Unos pocos versos de Safo, muy fragmentarios, en ritmo eólico, permiten ilustrar ejemplarmente un fenómeno pragmático típico del poema mélico, a saber, el tejido entre pasado histórico de la comunidad cívica (el "mito") y el hic et nunc de su performance (correspondiente al "rito"). Así, cuando las coordenadas espaciotemporales de la acción heroica se imbrican de modo estrecho con las coordenadas espaciotemporales de la acción cantada que representa la ejecución del poema, constatamos, no sin asombro, cómo el orden del "mito" penetra al del "rito". Aquí, en esa interpenetración de los dos niveles enunciativos teorizados por Benveniste, reside quizás el aporte más relevante de este estudio: gracias al modo como el orden del discurso recubre al del relato, retorna el pasado heroico al presente de la ejecución cultual del poema. En su forma discursiva, el mito griego es también ritual. En este caso, la acción heroica evocada en el poema mélico es llevada por la voz del acto de canto, que se integra a un acto de culto. Mediante una poesía musical y coreográfica, un relato mítico en acto ("ficcional") es puesto en discurso ritual. Gracias a la relación activa con el mundo del hic et nunc, esto es, con una coyuntura histórica, cultural y religiosa concreta, ese mundo posible recibe su coherencia narrativa y semántica interna.

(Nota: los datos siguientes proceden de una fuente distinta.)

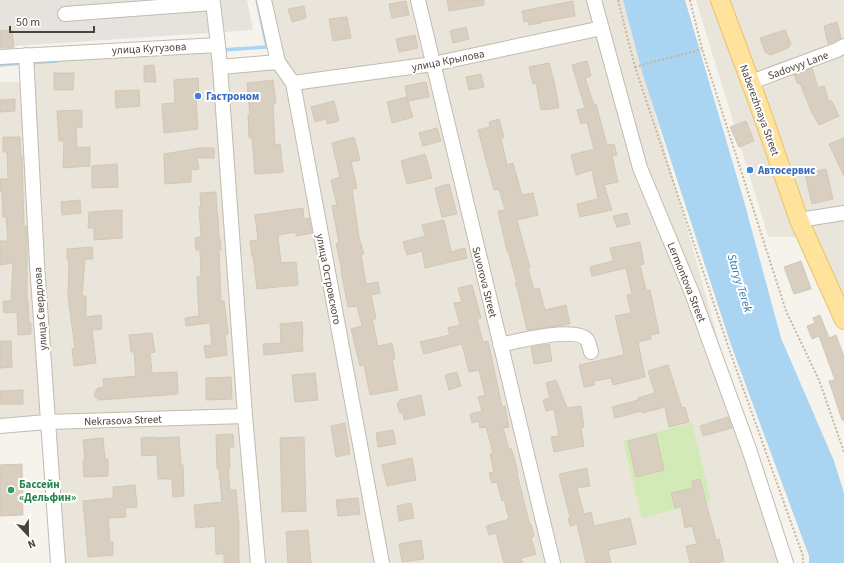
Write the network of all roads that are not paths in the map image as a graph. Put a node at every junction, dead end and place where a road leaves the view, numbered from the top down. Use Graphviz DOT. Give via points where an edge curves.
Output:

No obstante, en un poema mélico de Baquílides, que pertenece al género del epinicio (de elogio), Calame corrobora que esa imbricación en la narración poética del "mito" entre "relato/ historia" y "discurso" no es la única establecida por la pragmática de la ficción. Ese vínculo pragmático con el hic et nunc es también reforzado por una relación etiológica que es minuciosamente analizada en sus diferentes configuraciones a lo largo de este poema, que celebra la victoria de Piteas de Egina en el concurso atlético del pancracio en los Juegos Panhelénicos de Nemea. Esa victoria actual del joven Piteas encuentra su origen en el relato heroico de Heracles: una voz divina, en primera persona, relaciona la institución del concurso del pancracio, la lucha de fuerza, con la dominación heroica de la violencia del animal salvaje. Una polifonía auto–referencial da su impulso al poder configurador de heroicidad e inmortalidad típico de este género poético: de modo sucesivo, la voz profética divina, la voz de Cleo —musa de la gloria poética—, la voz coral del grupo de muchachas y la voz del grupo coral de jóvenes, a las que se suma la voz del locutor–yo, convergen en una sola voz que hace del poema ofrenda narrativa y musical con ocasión de una celebración ritual cívica.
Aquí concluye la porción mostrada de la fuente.